Let me give one example from a study I conducted several years ago together with Stephen Hilgartner, who will be speaking with you later in this meeting. We studied data-sharing practices among x-ray crystallographers. One of these scientists reported to us that an industry group had published a paper with an incomplete structure, containing just what he referred to as “the juicy parts of the analysis.” He wrote to ask them for their coordinates, and they responded, “Well, maybe in a couple of years after we look at it a little bit more.” Three years later, he finally gave up waiting and went ahead and did the structure for a homologous substance, for which he intended to deposit coordinates and to publish. Not only was he looking forward to a significant publication, but he was especially gleeful about the possibility of harming the first group by putting into the public domain the very data they sought to keep private. This is surely not the most productive way for science to proceed. One could not even regard this as productive from the standpoint of replication because the original data were not made accessible to be replicated. It does, however, provide an example of the “disappearing property rights” referred to by Paul Uhlir and Jerry Reichman.
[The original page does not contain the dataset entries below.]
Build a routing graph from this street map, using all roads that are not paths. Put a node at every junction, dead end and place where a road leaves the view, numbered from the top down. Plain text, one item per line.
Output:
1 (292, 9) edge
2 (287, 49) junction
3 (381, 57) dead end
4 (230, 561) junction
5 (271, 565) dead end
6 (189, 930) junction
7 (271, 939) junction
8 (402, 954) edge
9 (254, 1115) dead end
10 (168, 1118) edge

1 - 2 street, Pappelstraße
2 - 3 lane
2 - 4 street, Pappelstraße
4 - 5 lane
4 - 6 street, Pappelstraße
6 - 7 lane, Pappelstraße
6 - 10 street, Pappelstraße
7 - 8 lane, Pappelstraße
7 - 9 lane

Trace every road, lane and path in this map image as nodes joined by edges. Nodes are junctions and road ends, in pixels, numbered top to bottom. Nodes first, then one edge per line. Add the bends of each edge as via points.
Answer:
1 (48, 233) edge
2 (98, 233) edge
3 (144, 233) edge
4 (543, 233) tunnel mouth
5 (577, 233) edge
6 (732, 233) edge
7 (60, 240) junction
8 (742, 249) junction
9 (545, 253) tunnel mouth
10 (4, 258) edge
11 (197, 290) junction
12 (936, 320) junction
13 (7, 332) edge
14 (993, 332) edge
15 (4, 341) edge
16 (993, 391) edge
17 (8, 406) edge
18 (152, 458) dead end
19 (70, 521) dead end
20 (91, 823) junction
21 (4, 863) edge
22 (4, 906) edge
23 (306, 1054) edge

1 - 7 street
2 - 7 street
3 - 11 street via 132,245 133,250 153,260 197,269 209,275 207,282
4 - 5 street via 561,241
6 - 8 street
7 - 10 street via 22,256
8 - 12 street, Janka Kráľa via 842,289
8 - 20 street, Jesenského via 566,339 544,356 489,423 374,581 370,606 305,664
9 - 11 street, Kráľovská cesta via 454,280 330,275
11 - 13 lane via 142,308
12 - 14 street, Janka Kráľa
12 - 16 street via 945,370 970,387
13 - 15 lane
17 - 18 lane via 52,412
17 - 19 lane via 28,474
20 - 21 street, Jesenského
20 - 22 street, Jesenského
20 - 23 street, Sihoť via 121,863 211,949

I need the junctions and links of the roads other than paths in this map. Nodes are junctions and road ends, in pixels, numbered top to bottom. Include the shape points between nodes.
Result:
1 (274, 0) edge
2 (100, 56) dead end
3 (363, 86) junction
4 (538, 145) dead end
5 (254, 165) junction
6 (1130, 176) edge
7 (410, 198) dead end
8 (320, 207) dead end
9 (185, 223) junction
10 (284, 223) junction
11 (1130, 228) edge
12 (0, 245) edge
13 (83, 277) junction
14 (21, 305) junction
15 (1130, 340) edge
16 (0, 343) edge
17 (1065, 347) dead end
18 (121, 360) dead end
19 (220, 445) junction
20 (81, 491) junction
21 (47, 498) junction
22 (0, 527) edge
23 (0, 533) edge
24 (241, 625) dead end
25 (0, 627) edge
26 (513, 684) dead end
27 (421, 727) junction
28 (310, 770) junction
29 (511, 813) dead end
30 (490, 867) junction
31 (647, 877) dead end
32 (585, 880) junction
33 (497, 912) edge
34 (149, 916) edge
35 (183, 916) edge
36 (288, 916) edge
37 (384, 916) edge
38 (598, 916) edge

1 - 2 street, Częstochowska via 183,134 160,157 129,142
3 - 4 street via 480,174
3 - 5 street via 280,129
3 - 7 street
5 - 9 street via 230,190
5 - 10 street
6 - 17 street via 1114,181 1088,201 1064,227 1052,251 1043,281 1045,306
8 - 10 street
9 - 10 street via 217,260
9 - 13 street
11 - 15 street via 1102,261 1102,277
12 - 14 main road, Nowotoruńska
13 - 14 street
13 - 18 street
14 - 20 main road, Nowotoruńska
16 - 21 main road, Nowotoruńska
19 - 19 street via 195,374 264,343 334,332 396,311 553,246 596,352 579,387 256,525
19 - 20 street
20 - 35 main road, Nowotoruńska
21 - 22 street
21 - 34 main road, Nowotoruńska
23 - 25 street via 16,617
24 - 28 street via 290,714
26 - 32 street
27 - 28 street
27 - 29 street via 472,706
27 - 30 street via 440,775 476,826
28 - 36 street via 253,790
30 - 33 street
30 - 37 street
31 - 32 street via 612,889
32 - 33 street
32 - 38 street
Exploring these issues requires a detailed analysis of what the basic terms mean. At the least, we need to understand what we mean by data and what we mean by sharing. In addition, we need to consider how, with whom, and under what circumstances and conditions scientists share and withhold data, recognizing that sharing and withholding constitute a spectrum of entities. Few scientists can afford the time and resources involved in sharing everything with everyone and few, if any, refuse to share anything. The hypothetical scientist who shares everything could never be productive, since she is spending all her time e-mailing and talking on the phone. The chimera who shares nothing would have a career that is nasty, brutish, and short. He would never publish or speak at meetings and probably would never even talk to colleagues. Indeed, he could not really be said to have colleagues. Nobody makes everything public and nobody keeps everything private. Data sharing constitutes a flexible concept

5Merton, R.K. 1973 [1942]. “The Normative Structure of Science,” in The Sociology of Science. Edited by N.W. Storer. University of Chicago Press, Chicago.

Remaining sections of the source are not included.